David Templin: »Lehrzeit - keine Leerzeit!« Die Lehrlingsbewegung in Hamburg 1968 - 1972. Dölling und Gallitz Verlag, München und Hamburg 2011. 196 Seiten, 10 EUR.

Polizeithriller

Dominique Manotti brach in schallendes Gelächter aus, als sie in einem Interview gefragt wurde, ob ihr Buch zu einer Beseitigung der darin angeprangerten »Missstände« geführt habe. Natürlich nicht! Wie auch? Der Krimi »Einschlägig bekannt«, vom Argument-Verlag als »der ultimative Polizeithriller« beworben, ist eine schonungslose Anklage systematischer polizeilicher Rechtsverstöße. Aber bisher hat sich kein »Gericht« gefunden, das diese Anklage verhandelt hätte. Natürlich werden von Zeit zu Zeit »schwarze Schafe« bestraft oder versetzt. An dem System staatlicher Gewalt aber ändert sich nichts.
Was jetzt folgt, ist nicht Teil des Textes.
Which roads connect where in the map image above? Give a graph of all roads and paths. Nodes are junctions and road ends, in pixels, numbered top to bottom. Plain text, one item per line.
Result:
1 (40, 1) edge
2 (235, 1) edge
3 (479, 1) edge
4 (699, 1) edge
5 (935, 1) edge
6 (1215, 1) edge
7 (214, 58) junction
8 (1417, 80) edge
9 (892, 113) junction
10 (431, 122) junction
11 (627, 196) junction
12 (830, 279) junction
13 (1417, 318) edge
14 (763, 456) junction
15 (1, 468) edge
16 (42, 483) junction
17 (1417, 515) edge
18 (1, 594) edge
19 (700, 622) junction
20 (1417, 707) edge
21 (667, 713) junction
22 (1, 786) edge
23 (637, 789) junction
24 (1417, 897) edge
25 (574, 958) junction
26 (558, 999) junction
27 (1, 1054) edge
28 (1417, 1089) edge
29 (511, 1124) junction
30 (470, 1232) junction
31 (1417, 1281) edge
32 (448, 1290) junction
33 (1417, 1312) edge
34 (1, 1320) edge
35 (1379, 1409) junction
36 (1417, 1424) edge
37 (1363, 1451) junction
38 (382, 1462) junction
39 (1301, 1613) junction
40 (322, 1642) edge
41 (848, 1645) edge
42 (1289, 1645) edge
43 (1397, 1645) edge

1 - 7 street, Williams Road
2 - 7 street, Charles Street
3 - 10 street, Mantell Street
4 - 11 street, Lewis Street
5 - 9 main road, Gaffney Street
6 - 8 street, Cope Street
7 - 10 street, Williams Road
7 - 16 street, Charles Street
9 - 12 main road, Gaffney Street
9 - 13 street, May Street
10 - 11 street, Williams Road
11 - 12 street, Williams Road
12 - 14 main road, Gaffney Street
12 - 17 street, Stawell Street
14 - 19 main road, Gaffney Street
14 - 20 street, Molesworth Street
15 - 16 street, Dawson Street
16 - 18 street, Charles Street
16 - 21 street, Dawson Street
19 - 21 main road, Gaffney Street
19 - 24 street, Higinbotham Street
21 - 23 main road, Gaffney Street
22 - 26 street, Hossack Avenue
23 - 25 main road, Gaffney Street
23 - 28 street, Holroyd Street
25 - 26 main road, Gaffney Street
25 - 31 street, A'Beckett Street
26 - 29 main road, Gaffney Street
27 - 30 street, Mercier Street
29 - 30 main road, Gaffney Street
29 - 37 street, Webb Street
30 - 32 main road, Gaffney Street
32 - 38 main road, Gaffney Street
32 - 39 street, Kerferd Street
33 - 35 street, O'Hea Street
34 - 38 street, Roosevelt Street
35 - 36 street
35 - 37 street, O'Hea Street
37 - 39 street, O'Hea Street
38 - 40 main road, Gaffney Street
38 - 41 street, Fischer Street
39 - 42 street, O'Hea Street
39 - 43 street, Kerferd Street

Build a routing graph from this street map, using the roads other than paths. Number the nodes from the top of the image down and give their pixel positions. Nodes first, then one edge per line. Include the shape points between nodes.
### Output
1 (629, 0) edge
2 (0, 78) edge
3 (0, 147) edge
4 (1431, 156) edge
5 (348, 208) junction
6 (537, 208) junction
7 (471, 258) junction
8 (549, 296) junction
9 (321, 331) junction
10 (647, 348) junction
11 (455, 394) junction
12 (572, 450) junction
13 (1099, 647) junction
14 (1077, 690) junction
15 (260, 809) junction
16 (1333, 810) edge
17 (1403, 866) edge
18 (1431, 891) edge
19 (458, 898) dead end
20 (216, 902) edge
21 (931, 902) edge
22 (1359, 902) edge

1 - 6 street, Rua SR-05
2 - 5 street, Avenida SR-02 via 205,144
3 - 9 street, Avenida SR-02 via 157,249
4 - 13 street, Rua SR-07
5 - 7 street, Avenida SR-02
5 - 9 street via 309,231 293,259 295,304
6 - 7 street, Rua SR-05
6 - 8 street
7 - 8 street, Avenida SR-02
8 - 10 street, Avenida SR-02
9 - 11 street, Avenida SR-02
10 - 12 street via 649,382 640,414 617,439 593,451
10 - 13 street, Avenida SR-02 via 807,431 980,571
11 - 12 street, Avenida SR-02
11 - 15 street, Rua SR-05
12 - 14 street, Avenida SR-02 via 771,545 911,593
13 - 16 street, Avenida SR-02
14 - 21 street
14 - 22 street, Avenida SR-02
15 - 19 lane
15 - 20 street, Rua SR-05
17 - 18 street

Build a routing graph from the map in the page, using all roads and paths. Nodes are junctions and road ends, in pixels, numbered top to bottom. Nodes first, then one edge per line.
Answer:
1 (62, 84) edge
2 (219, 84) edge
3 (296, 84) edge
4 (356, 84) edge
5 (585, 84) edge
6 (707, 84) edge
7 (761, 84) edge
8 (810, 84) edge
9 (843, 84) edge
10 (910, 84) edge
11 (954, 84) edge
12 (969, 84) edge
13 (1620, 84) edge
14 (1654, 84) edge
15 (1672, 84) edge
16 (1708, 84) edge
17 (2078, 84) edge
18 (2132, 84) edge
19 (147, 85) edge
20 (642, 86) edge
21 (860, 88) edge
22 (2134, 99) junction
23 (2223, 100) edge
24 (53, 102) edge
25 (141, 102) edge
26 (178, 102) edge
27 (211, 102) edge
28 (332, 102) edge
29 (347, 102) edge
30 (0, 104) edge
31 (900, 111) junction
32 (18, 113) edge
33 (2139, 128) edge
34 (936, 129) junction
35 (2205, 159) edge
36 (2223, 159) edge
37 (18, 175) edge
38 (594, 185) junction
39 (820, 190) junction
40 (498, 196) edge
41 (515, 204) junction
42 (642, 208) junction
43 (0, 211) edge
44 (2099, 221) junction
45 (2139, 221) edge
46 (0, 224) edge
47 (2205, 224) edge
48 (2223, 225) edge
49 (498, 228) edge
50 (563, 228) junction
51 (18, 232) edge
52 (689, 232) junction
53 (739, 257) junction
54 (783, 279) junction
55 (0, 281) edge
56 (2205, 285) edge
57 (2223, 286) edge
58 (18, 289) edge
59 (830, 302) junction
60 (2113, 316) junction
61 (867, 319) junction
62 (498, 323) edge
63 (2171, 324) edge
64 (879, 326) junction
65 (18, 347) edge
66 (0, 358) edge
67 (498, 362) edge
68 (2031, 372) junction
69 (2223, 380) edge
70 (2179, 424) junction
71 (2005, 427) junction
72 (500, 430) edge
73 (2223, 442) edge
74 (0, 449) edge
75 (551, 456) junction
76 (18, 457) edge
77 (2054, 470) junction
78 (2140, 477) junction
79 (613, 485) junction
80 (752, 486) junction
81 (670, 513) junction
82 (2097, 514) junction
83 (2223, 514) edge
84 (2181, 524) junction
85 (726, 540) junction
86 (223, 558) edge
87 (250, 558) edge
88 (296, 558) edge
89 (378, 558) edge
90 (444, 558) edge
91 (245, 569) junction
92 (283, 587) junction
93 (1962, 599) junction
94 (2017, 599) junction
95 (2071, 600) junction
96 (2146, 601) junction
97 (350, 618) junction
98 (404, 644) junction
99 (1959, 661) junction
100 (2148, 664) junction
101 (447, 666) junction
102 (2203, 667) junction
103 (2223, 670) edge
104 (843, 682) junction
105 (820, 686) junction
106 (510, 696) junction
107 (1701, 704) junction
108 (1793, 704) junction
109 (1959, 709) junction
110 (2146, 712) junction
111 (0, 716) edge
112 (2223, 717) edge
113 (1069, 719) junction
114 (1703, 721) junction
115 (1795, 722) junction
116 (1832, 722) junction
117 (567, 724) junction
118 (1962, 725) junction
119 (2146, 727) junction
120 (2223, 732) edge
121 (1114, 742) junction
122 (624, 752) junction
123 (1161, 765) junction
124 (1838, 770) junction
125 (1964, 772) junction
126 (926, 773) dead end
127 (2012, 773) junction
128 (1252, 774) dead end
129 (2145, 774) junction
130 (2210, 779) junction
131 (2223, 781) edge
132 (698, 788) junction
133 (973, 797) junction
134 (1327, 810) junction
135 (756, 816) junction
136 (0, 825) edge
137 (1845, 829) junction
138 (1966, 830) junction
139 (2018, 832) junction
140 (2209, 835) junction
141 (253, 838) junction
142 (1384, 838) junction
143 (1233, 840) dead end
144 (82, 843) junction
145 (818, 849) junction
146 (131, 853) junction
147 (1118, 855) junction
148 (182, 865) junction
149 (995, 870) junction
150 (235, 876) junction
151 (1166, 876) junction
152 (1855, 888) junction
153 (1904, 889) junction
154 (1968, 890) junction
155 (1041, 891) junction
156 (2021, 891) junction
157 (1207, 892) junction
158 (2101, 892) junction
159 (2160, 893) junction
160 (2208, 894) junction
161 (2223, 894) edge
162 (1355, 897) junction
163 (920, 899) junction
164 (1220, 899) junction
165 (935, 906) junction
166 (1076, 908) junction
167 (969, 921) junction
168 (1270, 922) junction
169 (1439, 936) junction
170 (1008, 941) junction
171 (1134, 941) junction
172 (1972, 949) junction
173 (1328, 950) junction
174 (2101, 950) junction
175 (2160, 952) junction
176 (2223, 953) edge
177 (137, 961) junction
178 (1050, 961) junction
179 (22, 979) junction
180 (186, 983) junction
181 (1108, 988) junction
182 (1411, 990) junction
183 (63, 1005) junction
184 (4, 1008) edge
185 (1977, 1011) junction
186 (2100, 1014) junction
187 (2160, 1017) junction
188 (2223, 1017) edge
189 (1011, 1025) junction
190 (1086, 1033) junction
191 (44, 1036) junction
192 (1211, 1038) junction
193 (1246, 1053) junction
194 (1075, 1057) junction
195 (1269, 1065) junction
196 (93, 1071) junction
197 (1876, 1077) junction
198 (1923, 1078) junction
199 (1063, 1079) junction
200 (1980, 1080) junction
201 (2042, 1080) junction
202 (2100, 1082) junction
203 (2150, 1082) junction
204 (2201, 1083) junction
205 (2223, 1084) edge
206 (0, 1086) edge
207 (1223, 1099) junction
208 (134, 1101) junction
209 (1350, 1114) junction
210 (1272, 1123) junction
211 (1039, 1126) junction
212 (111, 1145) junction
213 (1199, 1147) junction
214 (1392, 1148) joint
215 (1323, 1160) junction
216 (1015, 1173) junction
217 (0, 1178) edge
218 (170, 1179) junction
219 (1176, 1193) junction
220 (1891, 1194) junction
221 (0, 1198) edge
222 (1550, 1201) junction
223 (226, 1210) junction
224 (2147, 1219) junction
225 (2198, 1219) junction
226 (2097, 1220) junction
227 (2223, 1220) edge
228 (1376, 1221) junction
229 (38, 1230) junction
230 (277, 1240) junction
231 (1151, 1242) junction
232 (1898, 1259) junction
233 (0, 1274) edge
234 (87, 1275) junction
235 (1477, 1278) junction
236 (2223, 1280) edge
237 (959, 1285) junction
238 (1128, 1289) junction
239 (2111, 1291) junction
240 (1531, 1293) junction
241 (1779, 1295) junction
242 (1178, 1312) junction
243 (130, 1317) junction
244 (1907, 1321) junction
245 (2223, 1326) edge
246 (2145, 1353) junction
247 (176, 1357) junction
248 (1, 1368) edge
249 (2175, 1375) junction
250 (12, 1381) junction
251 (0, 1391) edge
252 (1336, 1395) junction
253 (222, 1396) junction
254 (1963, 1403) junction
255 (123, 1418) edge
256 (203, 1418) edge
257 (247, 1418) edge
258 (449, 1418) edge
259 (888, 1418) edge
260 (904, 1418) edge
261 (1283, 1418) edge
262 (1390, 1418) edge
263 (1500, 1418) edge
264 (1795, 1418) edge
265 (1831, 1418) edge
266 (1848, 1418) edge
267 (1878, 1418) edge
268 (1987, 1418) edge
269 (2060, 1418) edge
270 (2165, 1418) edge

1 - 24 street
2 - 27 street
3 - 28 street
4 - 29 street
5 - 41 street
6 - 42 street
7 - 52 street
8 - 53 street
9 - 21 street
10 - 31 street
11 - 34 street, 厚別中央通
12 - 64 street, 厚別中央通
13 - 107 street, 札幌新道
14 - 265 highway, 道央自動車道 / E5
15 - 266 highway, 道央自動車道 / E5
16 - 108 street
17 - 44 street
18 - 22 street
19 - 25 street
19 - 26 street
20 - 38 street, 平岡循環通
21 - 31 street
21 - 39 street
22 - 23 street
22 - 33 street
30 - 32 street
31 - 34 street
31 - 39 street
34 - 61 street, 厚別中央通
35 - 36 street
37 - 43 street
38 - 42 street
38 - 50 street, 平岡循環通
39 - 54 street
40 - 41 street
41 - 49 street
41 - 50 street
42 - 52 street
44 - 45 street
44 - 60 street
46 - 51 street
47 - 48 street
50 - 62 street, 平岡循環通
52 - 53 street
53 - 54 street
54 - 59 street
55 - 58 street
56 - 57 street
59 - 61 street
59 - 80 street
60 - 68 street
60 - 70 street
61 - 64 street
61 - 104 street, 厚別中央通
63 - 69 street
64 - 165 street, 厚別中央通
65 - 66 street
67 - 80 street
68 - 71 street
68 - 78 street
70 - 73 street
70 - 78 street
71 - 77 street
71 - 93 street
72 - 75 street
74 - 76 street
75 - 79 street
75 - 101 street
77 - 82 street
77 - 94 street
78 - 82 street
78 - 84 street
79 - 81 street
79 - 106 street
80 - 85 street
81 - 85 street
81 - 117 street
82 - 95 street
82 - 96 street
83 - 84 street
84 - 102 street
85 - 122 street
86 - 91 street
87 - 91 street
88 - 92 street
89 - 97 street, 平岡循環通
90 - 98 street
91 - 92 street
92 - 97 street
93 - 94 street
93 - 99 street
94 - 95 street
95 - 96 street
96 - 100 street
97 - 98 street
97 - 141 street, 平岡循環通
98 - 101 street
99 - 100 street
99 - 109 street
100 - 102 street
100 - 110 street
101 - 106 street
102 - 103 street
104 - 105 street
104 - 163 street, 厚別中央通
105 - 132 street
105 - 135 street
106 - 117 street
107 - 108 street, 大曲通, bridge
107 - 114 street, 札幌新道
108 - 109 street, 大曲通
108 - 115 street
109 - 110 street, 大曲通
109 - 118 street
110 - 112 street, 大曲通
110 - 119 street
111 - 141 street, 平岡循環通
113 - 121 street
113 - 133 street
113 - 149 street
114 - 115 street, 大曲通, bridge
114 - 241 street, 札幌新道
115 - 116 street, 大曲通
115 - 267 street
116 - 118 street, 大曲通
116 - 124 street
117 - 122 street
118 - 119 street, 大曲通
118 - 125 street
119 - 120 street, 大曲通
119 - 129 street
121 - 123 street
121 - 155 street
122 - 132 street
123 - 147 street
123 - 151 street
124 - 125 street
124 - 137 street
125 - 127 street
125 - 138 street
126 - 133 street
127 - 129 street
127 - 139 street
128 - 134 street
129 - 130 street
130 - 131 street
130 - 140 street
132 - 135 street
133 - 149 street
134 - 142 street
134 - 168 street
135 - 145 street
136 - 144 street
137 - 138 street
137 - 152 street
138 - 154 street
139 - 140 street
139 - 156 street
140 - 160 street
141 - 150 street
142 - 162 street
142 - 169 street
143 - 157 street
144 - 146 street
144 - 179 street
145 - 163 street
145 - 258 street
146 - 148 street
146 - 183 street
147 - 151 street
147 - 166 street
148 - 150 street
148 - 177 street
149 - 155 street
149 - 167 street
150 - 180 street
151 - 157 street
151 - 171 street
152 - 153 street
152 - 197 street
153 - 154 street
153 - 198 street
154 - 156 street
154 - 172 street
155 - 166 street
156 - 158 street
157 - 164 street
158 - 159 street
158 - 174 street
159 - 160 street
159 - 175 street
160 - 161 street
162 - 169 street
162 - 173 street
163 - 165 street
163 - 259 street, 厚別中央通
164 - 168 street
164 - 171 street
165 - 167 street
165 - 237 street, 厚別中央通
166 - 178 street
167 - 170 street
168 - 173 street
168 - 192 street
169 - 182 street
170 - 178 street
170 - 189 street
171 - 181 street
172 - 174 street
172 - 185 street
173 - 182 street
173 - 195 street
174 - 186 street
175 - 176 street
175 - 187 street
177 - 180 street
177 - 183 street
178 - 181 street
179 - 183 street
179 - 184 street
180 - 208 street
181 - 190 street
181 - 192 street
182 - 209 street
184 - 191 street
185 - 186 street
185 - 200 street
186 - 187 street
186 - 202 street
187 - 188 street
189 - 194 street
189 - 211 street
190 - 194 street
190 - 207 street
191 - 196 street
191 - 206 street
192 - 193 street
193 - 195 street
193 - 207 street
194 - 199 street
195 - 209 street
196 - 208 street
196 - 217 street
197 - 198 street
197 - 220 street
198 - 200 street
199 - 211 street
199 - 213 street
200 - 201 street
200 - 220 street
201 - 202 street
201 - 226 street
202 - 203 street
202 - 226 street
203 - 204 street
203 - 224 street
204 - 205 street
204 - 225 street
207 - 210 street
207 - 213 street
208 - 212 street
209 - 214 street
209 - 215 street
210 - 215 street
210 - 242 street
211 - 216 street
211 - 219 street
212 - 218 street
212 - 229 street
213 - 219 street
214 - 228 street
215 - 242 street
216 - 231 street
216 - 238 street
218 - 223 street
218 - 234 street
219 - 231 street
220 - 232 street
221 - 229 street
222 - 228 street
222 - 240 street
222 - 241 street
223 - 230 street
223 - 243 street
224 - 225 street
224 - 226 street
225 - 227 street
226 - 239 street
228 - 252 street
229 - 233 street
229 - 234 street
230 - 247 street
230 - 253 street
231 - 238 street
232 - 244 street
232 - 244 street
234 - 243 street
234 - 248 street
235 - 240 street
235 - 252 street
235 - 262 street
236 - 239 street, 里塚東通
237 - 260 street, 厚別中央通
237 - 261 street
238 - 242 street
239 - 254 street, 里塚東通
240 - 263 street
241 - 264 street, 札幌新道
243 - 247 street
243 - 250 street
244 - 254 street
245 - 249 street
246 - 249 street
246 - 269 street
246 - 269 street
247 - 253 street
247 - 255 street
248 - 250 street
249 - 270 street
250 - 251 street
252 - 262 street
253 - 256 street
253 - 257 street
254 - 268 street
Manottis Geschichte spielt in einer fiktiven Pariser Vorstadt, die von ihr geschilderten Lebensbedingungen aber sind authentisch, und auch die handelnden Figuren ähneln nicht zufällig realen Personen. Uniformierte Staatsdiener bessern mit Einnahmen aus Prostitution und Drogenhandel ihr Gehalt auf; täglich führen sie willkürlich Kontrollen »Verdächtiger« durch - fast ausschließlich unter MigrantInnen, von denen zwar viele französische StaatsbürgerInnen sind, aber deswegen noch lange nicht die gleichen Rechte haben. Solche »Kontrollen« laufen dann manchmal so »aus dem Ruder«, dass es Tote gibt. Das alles geschieht im Rahmen einer von der Politik angeordneten »Säuberung mit Hochdruck« - wer sich hier an Sarkozys menschenfeindliche Parolen erinnert fühlt, liegt nicht falsch. Ein starkes Buch!

Daniel Ernst

Dominique Manotti: Einschlägig bekannt. Ariadne Kriminalroman, Argument-Verlag, Hamburg 2011. 250 Seiten, 12,90 EUR.